◆ TASK ITEM:
Your reply should consist solely of the number of lines in the data that contain "font".
===== EXTRACTED MATERIAL =====
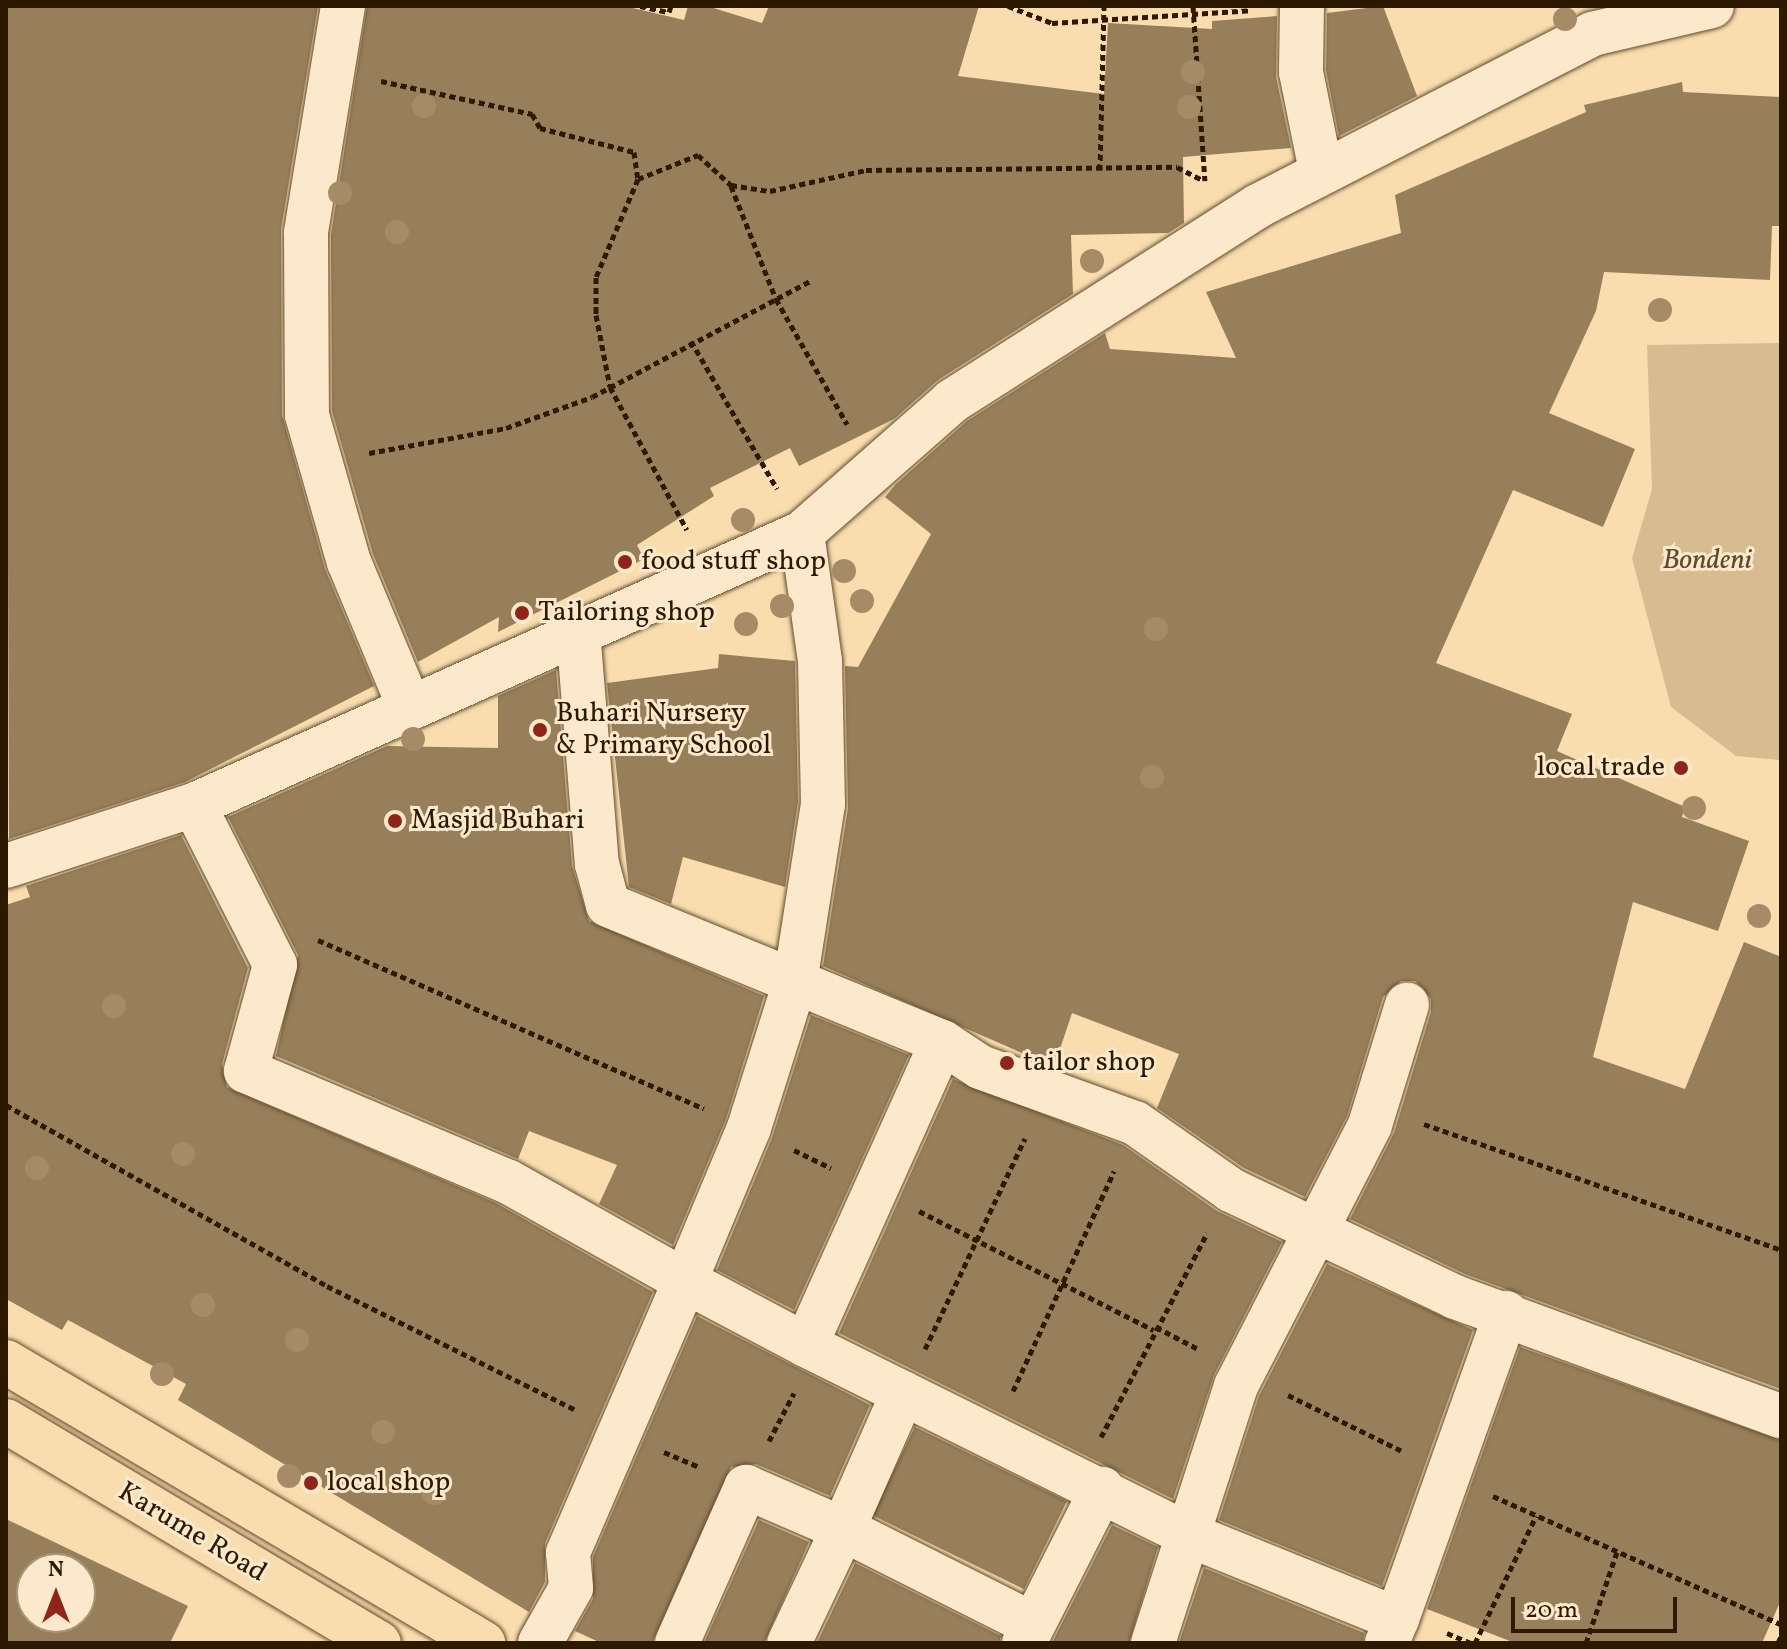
<!DOCTYPE html>
<html>
<head>
<meta charset="utf-8">
<style>
  body { margin:0 }
  #map { position:relative; width:1787px; height:1649px; overflow:hidden; background:#faddaf; font-family:Vollkorn,serif }
  div>[style] { position:absolute }
  .green>* { inset:0; background:#d7bc91 }
  .building>* { inset:0; background:#987f5b; transform-origin:0 0 }
  .path>* { height:5px; margin-top:-2.5px; transform-origin:0; background:repeating-linear-gradient(90deg,#2d1900 0 6px,transparent 0 10px) }
  .roads { filter:drop-shadow(0 0 2px #604a2c) drop-shadow(0 0 2px #604a2c) }
  .minor>* { height:44px; margin:-22px; padding:0 22px; transform-origin:22px; border-radius:22px; background:#fce9cb }
  .primary>* { height:44px; margin:-22px; padding:0 22px; transform-origin:22px; border-radius:22px; background:#faddaf }
  .trees>* { width:24px; height:24px; margin:-12px; border-radius:50%; background:#a58c67 }
  .dots>* { width:22px; height:22px; translate:-50% -50%; box-sizing:border-box; border:4px solid #fce9cb; border-radius:50% }
  span { translate:-50% -50%; white-space:nowrap; text-align:center; line-height:1.15; -webkit-text-stroke:6px #fce9cb; paint-order:stroke }
  .park-label { font-size:28px; color:#604a2c; font-style:italic }
  .poi-label { font-size:28px; color:#2d1900 }
  .left { translate:0 -50%; text-align:left }
  .right { translate:-100% -50%; text-align:right }
  .street-label { font-size:28px; color:#2d1900 }
  .frame { position:absolute; inset:0; border:8px solid #2d1900; pointer-events:none }
  .north { position:absolute; left:16px; top:1553px; width:80px; height:80px; box-sizing:border-box; background:#fce9cb; border:2px solid #a9967a; border-radius:50%; rotate:0deg; font-size:22px; font-weight:700; line-height:32px; text-align:center; color:#2d1900 }
  .north::after { content:''; display:block; margin:auto; width:28px; height:36px; background:#8f2418; clip-path:polygon(50% 0,100% 100%,50% 72%,0 100%) }
  .scale { position:absolute; left:1511px; top:1597px; width:166px; height:36px; box-sizing:border-box; border:4px solid #2d1900; border-top:0; padding-left:10px; font-size:24px; line-height:28px; white-space:nowrap; color:#2d1900; -webkit-text-stroke:6px #fce9cb; paint-order:stroke }
</style>
</head>
<body>
<div id="map">
  <div class="green">
    <div style="clip-path:polygon(1781px 343px,1781px 760px,1736px 756px,1671px 707px,1632px 558px,1652px 489px,1647px 345px)"></div>
  </div>
  <div class="building">
    <div style="clip-path:polygon(6px 6px,318px 6px,281px 229px,282px 415px,325px 569px,374px 686px,185px 782px,9px 839px)"></div>
    <div style="clip-path:polygon(367px 6px,624px 6px,684px 20px,688px 6px,707px 6px,762px 23px,769px 6px,979px 6px,958px 76px,1104px 94px,1108px 23px,1212px 29px,1212px 21px,1277px 16px,1276px 77px,1291px 148px,1183px 157px,1184px 223px,1168px 233px,1071px 235px,1073px 294px,938px 380px,894px 419px,799px 466px,790px 448px,710px 488px,714px 496px,637px 545px,644px 559px,498px 632px,499px 617px,418px 662px,373px 554px,332px 411px,331px 235px)"></div>
    <div style="clip-path:polygon(1383px 6px,1417px 96px,1339px 136px,1326px 70px,1327px 13px)"></div>
    <div style="clip-path:polygon(1682px 82px,1683px 92px,1781px 97px,1781px 226px,1772px 226px,1770px 280px,1604px 272px,1596px 311px,1549px 413px,1635px 449px,1603px 527px,1513px 490px,1436px 663px,1572px 714px,1557px 751px,1685px 807px,1682px 817px,1749px 841px,1718px 931px,1633px 902px,1593px 1057px,1685px 1089px,1744px 942px,1781px 957px,1781px 1389px,1465px 1274px,1350px 1219px,1394px 1133px,1431px 1012px,1431px 999px,1415px 981px,1401px 981px,1383px 997px,1347px 1116px,1305px 1197px,1244px 1168px,1157px 1108px,1179px 1054px,1072px 1013px,1054px 1067px,823px 966px,848px 808px,845px 666px,858px 667px,931px 534px,885px 497px,896px 484px,967px 421px,1105px 333px,1110px 349px,1236px 358px,1206px 292px,1401px 233px,1395px 195px,1586px 112px,1584px 105px)"></div>
    <div style="clip-path:polygon(719px 654px,795px 661px,798px 802px,785px 887px,683px 857px,671px 904px,629px 887px,607px 683px,718px 668px)"></div>
    <div style="clip-path:polygon(556px 670px,572px 866px,589px 921px,764px 996px,726px 1119px,673px 1245px,599px 1204px,617px 1165px,529px 1131px,518px 1159px,276px 1056px,298px 955px,228px 817px,387px 746px,498px 748px,498px 696px)"></div>
    <div style="clip-path:polygon(181px 835px,248px 968px,222px 1064px,227px 1087px,496px 1203px,653px 1292px,545px 1543px,545px 1582px,529px 1612px,178px 1400px,186px 1384px,68px 1320px,62px 1330px,6px 1299px,6px 905px,30px 897px,26px 886px)"></div>
    <div style="clip-path:polygon(811px 1015px,909px 1055px,794px 1310px,717px 1270px,772px 1138px)"></div>
    <div style="clip-path:polygon(953px 1079px,1123px 1145px,1217px 1211px,1282px 1242px,1214px 1375px,1173px 1499px,839px 1333px)"></div>
    <div style="clip-path:polygon(1327px 1264px,1473px 1330px,1382px 1586px,1219px 1520px,1259px 1396px)"></div>
    <div style="clip-path:polygon(697px 1316px,870px 1405px,830px 1496px,756px 1464px,731px 1467px,652px 1643px,601px 1643px,575px 1631px,593px 1599px,593px 1557px)"></div>
    <div style="clip-path:polygon(1520px 1347px,1781px 1440px,1781px 1600px,1762px 1643px,1515px 1643px,1427px 1609px)"></div>
    <div style="left:915px;top:1427px;width:169px;height:98px;rotate:26deg"></div>
    <div style="clip-path:polygon(evenodd,6px 1519px,188px 1606px,170px 1643px,6px 1643px,6px 1519px,32px 1569px,80px 1569px,80px 1617px,32px 1617px,32px 1569px)"></div>
    <div style="clip-path:polygon(759px 1520px,809px 1542px,764px 1643px,704px 1643px)"></div>
    <div style="clip-path:polygon(1112px 1525px,1158px 1547px,1129px 1643px,1052px 1643px)"></div>
    <div style="clip-path:polygon(855px 1563px,1001px 1636px,999px 1643px,817px 1643px)"></div>
    <div style="clip-path:polygon(1204px 1568px,1364px 1633px,1363px 1643px,1179px 1643px)"></div>
  </div>
  <div class="path">
    <div style="left:640px;top:6px;width:30px;rotate:12deg"></div>
    <div style="left:669px;top:12px;width:6px;rotate:-72deg"></div>
    <div style="left:1008px;top:6px;width:47px;rotate:21.1deg"></div>
    <div style="left:1052px;top:23px;width:199px;rotate:-3.7deg"></div>
    <div style="left:1193px;top:6px;width:175px;rotate:86.1deg"></div>
    <div style="left:381px;top:81px;width:155px;rotate:12.3deg"></div>
    <div style="left:532px;top:114px;width:16px;rotate:60deg"></div>
    <div style="left:540px;top:128px;width:97px;rotate:14.3deg"></div>
    <div style="left:634px;top:152px;width:27px;rotate:82deg"></div>
    <div style="left:638px;top:179px;width:65px;rotate:-21.8deg"></div>
    <div style="left:698px;top:155px;width:45px;rotate:42.3deg"></div>
    <div style="left:731px;top:185px;width:39px;rotate:9deg"></div>
    <div style="left:770px;top:191px;width:98px;rotate:-12.3deg"></div>
    <div style="left:866px;top:170px;width:311px;rotate:-0.6deg"></div>
    <div style="left:1177px;top:167px;width:29px;rotate:27deg"></div>
    <div style="left:1100px;top:170px;width:164px;rotate:-88.6deg"></div>
    <div style="left:638px;top:179px;width:107px;rotate:113.2deg"></div>
    <div style="left:596px;top:277px;width:38px;rotate:90deg"></div>
    <div style="left:596px;top:315px;width:73px;rotate:79deg"></div>
    <div style="left:610px;top:387px;width:162px;rotate:61.7deg"></div>
    <div style="left:731px;top:186px;width:122px;rotate:68.3deg"></div>
    <div style="left:776px;top:299px;width:144px;rotate:60.4deg"></div>
    <div style="left:691px;top:341px;width:171px;rotate:59.8deg"></div>
    <div style="left:369px;top:453px;width:139px;rotate:-10.3deg"></div>
    <div style="left:506px;top:428px;width:91px;rotate:-19.8deg"></div>
    <div style="left:592px;top:397px;width:247px;rotate:-28deg"></div>
    <div style="left:318px;top:940px;width:421px;rotate:23.6deg"></div>
    <div style="left:6px;top:1105px;width:369px;rotate:29.4deg"></div>
    <div style="left:327px;top:1286px;width:278px;rotate:26.5deg"></div>
    <div style="left:1424px;top:1124px;width:379px;rotate:19.4deg"></div>
    <div style="left:794px;top:1150px;width:41px;rotate:25.9deg"></div>
    <div style="left:919px;top:1211px;width:263px;rotate:26.9deg"></div>
    <div style="left:1156px;top:1327px;width:47px;rotate:27.6deg"></div>
    <div style="left:925px;top:1349px;width:233px;rotate:-64.6deg"></div>
    <div style="left:1013px;top:1391px;width:242px;rotate:-65.3deg"></div>
    <div style="left:1288px;top:1395px;width:127px;rotate:26.2deg"></div>
    <div style="left:1101px;top:1437px;width:230px;rotate:-62.5deg"></div>
    <div style="left:769px;top:1441px;width:54px;rotate:-62.5deg"></div>
    <div style="left:664px;top:1452px;width:38px;rotate:23deg"></div>
    <div style="left:1493px;top:1496px;width:315px;rotate:24deg"></div>
    <div style="left:1447px;top:1633px;width:26px;rotate:23deg"></div>
    <div style="left:1475px;top:1643px;width:141px;rotate:-64.3deg"></div>
    <div style="left:1586px;top:1643px;width:96px;rotate:-71.2deg"></div>
    <div style="left:1778px;top:1643px;width:8px;rotate:-67deg"></div>
  </div>
  <div class="roads">
    <div class="minor">
      <div style="left:343px;top:6px;width:230px;rotate:99.3deg"></div>
      <div style="left:306px;top:233px;width:182px;rotate:89.7deg"></div>
      <div style="left:307px;top:415px;width:153px;rotate:74.1deg"></div>
      <div style="left:349px;top:562px;width:154px;rotate:67.4deg"></div>
      <div style="left:1302px;top:6px;width:66px;rotate:90.9deg"></div>
      <div style="left:1301px;top:72px;width:101px;rotate:78.6deg"></div>
      <div style="left:802px;top:533px;width:129px;rotate:82deg"></div>
      <div style="left:820px;top:661px;width:143px;rotate:88.8deg"></div>
      <div style="left:823px;top:804px;width:180px;rotate:98.9deg"></div>
      <div style="left:795px;top:982px;width:153px;rotate:107.5deg"></div>
      <div style="left:749px;top:1128px;width:166px;rotate:112.7deg"></div>
      <div style="left:685px;top:1281px;width:137px;rotate:27.9deg"></div>
      <div style="left:578px;top:630px;width:235px;rotate:85.4deg"></div>
      <div style="left:597px;top:864px;width:42px;rotate:75deg"></div>
      <div style="left:608px;top:905px;width:361px;rotate:22.3deg"></div>
      <div style="left:942px;top:1042px;width:45px;rotate:33.3deg"></div>
      <div style="left:980px;top:1067px;width:165px;rotate:19.9deg"></div>
      <div style="left:1135px;top:1123px;width:117px;rotate:34.9deg"></div>
      <div style="left:1231px;top:1190px;width:248px;rotate:25.5deg"></div>
      <div style="left:1455px;top:1297px;width:347px;rotate:20.1deg"></div>
      <div style="left:194px;top:805px;width:179px;rotate:63.1deg"></div>
      <div style="left:275px;top:965px;width:110px;rotate:105.3deg"></div>
      <div style="left:246px;top:1071px;width:283px;rotate:22.9deg"></div>
      <div style="left:507px;top:1181px;width:204px;rotate:29.3deg"></div>
      <div style="left:685px;top:1281px;width:296px;rotate:113.3deg"></div>
      <div style="left:568px;top:1553px;width:35px;rotate:85deg"></div>
      <div style="left:571px;top:1588px;width:63px;rotate:119.4deg"></div>
      <div style="left:6px;top:866px;width:198px;rotate:-18deg"></div>
      <div style="left:194px;top:805px;width:666px;rotate:-24.1deg"></div>
      <div style="left:802px;top:533px;width:200px;rotate:-41.3deg"></div>
      <div style="left:952px;top:401px;width:363px;rotate:-32.5deg"></div>
      <div style="left:1258px;top:206px;width:376px;rotate:-27.2deg"></div>
      <div style="left:1592px;top:34px;width:123px;rotate:-13.1deg"></div>
      <div style="left:942px;top:1042px;width:332px;rotate:114.2deg"></div>
      <div style="left:806px;top:1345px;width:428px;rotate:26.4deg"></div>
      <div style="left:1189px;top:1535px;width:224px;rotate:22deg"></div>
      <div style="left:1397px;top:1619px;width:26px;rotate:113deg"></div>
      <div style="left:903px;top:1393px;width:149px;rotate:113.8deg"></div>
      <div style="left:843px;top:1529px;width:212px;rotate:26.7deg"></div>
      <div style="left:1397px;top:1619px;width:325px;rotate:-70.4deg"></div>
      <div style="left:677px;top:1643px;width:171px;rotate:-66.1deg"></div>
      <div style="left:746px;top:1487px;width:106px;rotate:23.4deg"></div>
      <div style="left:843px;top:1529px;width:126px;rotate:115.3deg"></div>
      <div style="left:1024px;top:1643px;width:173px;rotate:-63.1deg"></div>
      <div style="left:1153px;top:1643px;width:270px;rotate:-72.1deg"></div>
      <div style="left:1236px;top:1386px;width:293px;rotate:-62.8deg"></div>
      <div style="left:1370px;top:1125px;width:126px;rotate:-72.9deg"></div>
    </div>
    <div class="primary">
      <div style="left:6px;top:1362px;width:554px;rotate:30.5deg"></div>
      <div style="left:6px;top:1421px;width:434px;rotate:30.8deg"></div>
    </div>
  </div>
  <div class="trees">
    <div style="left:1565px;top:19px"></div>
    <div style="left:1193px;top:72px"></div>
    <div style="left:424px;top:106px"></div>
    <div style="left:1189px;top:107px"></div>
    <div style="left:340px;top:193px"></div>
    <div style="left:397px;top:232px"></div>
    <div style="left:1092px;top:261px"></div>
    <div style="left:1660px;top:310px"></div>
    <div style="left:743px;top:520px"></div>
    <div style="left:844px;top:571px"></div>
    <div style="left:862px;top:601px"></div>
    <div style="left:782px;top:606px"></div>
    <div style="left:746px;top:624px"></div>
    <div style="left:1156px;top:629px"></div>
    <div style="left:413px;top:739px"></div>
    <div style="left:1152px;top:777px"></div>
    <div style="left:1694px;top:808px"></div>
    <div style="left:1759px;top:916px"></div>
    <div style="left:114px;top:1006px"></div>
    <div style="left:183px;top:1154px"></div>
    <div style="left:37px;top:1168px"></div>
    <div style="left:203px;top:1305px"></div>
    <div style="left:297px;top:1340px"></div>
    <div style="left:162px;top:1374px"></div>
    <div style="left:383px;top:1432px"></div>
    <div style="left:289px;top:1476px"></div>
    <div style="left:434px;top:1493px"></div>
  </div>
  <div class="dots">
    <div style="left:625px;top:562px;background:#8f2418"></div>
    <div style="left:522px;top:613px;background:#8f2418"></div>
    <div style="left:540px;top:730px;background:#8f2418"></div>
    <div style="left:1681px;top:768px;background:#8f2418"></div>
    <div style="left:395px;top:821px;background:#8f2418"></div>
    <div style="left:1007px;top:1063px;background:#8f2418"></div>
    <div style="left:311px;top:1483px;background:#8f2418"></div>
  </div>
  <div class="park-label">
    <span style="left:1707px;top:561px">Bondeni</span>
  </div>
  <div class="poi-label">
    <span class="left" style="left:641px;top:562px">food stuff shop</span>
    <span class="left" style="left:538px;top:613px">Tailoring shop</span>
    <span class="left" style="left:556px;top:730px">Buhari Nursery<br>&amp; Primary School</span>
    <span class="right" style="left:1665px;top:768px">local trade</span>
    <span class="left" style="left:411px;top:821px">Masjid Buhari</span>
    <span class="left" style="left:1023px;top:1063px">tailor shop</span>
    <span class="left" style="left:327px;top:1483px">local shop</span>
  </div>
  <div class="street-label">
    <span style="left:192px;top:1533px;rotate:31deg">Karume Road</span>
  </div>
  <div class="frame"></div>
  <div class="north">N</div>
  <div class="scale">20 m</div>
</div>
</body>
</html>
=====
◆ EXERCISE ANSWER:
6